*Exercise prompt*: Retype the records below so that each one matches exactly.

[Opening Entries supplied section]

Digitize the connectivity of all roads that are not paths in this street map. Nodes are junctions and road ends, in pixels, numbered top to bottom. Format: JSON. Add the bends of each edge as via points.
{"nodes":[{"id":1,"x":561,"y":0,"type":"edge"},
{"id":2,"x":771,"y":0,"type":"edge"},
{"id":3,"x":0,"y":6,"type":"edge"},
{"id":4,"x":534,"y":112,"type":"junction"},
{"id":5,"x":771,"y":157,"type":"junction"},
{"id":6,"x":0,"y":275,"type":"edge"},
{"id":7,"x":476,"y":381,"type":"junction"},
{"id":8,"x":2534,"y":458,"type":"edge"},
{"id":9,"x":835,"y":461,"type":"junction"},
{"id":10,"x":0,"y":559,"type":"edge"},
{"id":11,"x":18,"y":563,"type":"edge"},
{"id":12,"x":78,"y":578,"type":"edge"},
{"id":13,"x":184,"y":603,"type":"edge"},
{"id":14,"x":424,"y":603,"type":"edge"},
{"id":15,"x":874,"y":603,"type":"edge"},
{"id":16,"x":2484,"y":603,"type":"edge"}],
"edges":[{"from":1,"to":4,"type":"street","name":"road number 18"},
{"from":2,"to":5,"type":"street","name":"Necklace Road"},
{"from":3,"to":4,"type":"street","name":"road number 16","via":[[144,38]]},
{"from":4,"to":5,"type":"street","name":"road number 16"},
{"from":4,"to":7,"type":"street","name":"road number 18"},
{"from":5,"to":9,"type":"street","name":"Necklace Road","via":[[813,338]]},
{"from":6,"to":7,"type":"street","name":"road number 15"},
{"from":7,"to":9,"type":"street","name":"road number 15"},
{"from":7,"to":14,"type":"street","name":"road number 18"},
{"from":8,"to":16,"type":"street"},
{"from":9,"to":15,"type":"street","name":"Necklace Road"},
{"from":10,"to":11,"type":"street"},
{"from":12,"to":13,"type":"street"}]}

[Closing Entries supplied section]

*Written solution*:
Digitize the connectivity of all roads that are not paths in this street map. Nodes are junctions and road ends, in pixels, numbered top to bottom. Format: JSON. Add the bends of each edge as via points.
{"nodes":[{"id":1,"x":561,"y":0,"type":"edge"},
{"id":2,"x":771,"y":0,"type":"edge"},
{"id":3,"x":0,"y":6,"type":"edge"},
{"id":4,"x":534,"y":112,"type":"junction"},
{"id":5,"x":771,"y":157,"type":"junction"},
{"id":6,"x":0,"y":275,"type":"edge"},
{"id":7,"x":476,"y":381,"type":"junction"},
{"id":8,"x":2534,"y":458,"type":"edge"},
{"id":9,"x":835,"y":461,"type":"junction"},
{"id":10,"x":0,"y":559,"type":"edge"},
{"id":11,"x":18,"y":563,"type":"edge"},
{"id":12,"x":78,"y":578,"type":"edge"},
{"id":13,"x":184,"y":603,"type":"edge"},
{"id":14,"x":424,"y":603,"type":"edge"},
{"id":15,"x":874,"y":603,"type":"edge"},
{"id":16,"x":2484,"y":603,"type":"edge"}],
"edges":[{"from":1,"to":4,"type":"street","name":"road number 18"},
{"from":2,"to":5,"type":"street","name":"Necklace Road"},
{"from":3,"to":4,"type":"street","name":"road number 16","via":[[144,38]]},
{"from":4,"to":5,"type":"street","name":"road number 16"},
{"from":4,"to":7,"type":"street","name":"road number 18"},
{"from":5,"to":9,"type":"street","name":"Necklace Road","via":[[813,338]]},
{"from":6,"to":7,"type":"street","name":"road number 15"},
{"from":7,"to":9,"type":"street","name":"road number 15"},
{"from":7,"to":14,"type":"street","name":"road number 18"},
{"from":8,"to":16,"type":"street"},
{"from":9,"to":15,"type":"street","name":"Necklace Road"},
{"from":10,"to":11,"type":"street"},
{"from":12,"to":13,"type":"street"}]}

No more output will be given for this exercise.